Re: RFC 1766 language tags

From: Martin J. Duerst (
Date: Mon Jun 16 1997 - 14:17:47 EDT

On Mon, 16 Jun 1997, Andrew Daviel wrote:

> On Fri, 13 Jun 1997, Jordan Reiter wrote:
> > I personally am fluent in only one language (because I'm an American ;-7),
> > so all of my web pages have been in a single language. I wonder, aside
> > perhaps from character set configuration, what reasons there are for
> > defining the language of a block of text?
> .. well, it might be useful for automated resource discovery, search
> engines with thesauri, etc. etc. - so that if you were in an "en-gb" block
> pavement == footpath, while in an "en-us" block pavement == roadway,
> or setting up speech synthesis systems, etc.
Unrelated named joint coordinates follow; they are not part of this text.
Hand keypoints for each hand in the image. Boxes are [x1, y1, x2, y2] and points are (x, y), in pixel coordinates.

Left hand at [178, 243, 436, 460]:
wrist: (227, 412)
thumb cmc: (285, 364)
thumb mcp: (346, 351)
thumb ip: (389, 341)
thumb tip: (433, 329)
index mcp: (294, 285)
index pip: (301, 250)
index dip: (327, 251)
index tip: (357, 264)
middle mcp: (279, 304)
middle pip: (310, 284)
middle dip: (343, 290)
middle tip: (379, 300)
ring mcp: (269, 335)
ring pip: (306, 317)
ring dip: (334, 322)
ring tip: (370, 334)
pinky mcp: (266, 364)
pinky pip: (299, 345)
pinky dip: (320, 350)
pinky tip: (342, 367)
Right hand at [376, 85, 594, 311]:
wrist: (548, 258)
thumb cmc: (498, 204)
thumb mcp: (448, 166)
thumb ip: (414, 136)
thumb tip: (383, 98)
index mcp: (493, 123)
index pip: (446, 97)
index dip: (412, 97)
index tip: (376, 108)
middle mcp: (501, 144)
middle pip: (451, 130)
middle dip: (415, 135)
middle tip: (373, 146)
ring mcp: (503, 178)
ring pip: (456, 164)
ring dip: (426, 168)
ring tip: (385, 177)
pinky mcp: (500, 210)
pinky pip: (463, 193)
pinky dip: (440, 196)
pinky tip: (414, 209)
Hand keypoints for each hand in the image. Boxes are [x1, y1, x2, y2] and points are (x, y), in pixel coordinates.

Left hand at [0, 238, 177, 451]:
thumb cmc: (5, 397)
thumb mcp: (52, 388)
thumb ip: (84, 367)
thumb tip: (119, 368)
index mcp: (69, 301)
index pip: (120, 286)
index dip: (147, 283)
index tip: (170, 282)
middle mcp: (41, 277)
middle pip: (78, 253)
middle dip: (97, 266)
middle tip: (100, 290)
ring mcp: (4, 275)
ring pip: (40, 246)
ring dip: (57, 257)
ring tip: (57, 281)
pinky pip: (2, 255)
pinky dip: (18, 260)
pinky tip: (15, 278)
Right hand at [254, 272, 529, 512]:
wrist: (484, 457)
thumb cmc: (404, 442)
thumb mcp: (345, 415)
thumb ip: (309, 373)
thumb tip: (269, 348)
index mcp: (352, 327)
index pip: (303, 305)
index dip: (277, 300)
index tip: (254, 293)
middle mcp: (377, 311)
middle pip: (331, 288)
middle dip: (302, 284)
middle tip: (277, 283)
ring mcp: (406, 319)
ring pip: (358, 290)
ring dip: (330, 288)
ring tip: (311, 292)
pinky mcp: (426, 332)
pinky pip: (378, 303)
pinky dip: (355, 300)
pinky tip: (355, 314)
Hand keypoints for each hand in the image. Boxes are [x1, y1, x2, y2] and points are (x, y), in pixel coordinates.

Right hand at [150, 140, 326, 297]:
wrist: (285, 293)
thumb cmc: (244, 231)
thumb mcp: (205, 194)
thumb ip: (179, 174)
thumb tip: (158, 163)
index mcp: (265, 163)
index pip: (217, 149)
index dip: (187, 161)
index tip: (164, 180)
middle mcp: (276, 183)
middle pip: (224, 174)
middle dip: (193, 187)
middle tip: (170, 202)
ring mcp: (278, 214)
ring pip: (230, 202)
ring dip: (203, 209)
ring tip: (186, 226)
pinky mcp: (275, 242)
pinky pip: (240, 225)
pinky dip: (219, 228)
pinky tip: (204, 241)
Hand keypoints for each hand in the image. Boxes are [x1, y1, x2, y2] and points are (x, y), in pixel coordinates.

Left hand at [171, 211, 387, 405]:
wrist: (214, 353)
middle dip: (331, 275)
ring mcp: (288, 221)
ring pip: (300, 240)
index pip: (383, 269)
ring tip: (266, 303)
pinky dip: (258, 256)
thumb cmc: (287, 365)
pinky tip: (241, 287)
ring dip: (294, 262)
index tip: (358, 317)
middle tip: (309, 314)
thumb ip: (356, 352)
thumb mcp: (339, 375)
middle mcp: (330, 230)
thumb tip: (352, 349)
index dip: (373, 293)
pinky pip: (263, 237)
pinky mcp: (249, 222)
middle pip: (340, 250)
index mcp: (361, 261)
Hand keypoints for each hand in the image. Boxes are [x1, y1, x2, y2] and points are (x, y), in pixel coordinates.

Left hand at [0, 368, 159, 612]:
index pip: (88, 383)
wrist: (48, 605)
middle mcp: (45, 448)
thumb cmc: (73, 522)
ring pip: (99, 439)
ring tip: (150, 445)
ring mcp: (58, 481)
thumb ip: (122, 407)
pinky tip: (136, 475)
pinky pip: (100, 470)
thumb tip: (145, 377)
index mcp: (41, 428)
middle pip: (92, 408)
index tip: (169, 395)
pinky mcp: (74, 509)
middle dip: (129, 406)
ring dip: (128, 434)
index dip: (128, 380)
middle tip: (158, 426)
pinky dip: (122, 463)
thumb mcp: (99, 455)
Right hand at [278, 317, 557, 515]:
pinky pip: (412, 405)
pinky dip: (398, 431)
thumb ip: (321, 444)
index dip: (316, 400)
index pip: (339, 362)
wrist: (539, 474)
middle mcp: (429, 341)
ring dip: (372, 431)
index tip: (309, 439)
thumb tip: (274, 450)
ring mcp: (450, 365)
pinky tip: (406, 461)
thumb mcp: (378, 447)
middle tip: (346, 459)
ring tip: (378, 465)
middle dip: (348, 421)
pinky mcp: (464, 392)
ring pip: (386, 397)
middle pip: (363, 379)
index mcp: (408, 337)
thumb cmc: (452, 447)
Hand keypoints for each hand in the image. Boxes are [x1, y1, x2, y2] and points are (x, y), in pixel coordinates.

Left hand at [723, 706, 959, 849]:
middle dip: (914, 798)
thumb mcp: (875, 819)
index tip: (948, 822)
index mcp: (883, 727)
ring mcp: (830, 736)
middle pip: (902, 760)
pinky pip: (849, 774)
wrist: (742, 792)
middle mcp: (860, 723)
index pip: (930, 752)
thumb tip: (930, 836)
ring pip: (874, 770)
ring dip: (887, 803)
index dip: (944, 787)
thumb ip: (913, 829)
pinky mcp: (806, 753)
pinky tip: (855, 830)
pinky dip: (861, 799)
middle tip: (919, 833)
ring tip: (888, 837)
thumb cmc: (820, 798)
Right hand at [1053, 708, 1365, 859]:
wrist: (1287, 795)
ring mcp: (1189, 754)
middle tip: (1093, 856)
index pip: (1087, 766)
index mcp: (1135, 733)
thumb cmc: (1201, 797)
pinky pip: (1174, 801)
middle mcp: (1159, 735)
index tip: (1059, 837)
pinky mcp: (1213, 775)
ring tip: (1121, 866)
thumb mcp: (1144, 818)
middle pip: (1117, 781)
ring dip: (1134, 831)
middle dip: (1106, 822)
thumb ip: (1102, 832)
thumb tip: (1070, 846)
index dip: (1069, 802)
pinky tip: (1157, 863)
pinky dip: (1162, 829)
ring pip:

Yes, search is probably most important. Even when the words mean the same,
you may want to search for some language. For example, you might look
for something about Paris in English, and are not interested in
French because you don't understand it. A good search engine will
be able to filter out French and other languages for you if the
texts are tagged appropriately.

> There's also directionality (left-right vs. right-left {Hebrew, etc.}),
> but I think that's addressed by a separate tag.

Yes. There are too many languages, some of them not very well known,
that are writter RTL, and so basing on language didn't work out.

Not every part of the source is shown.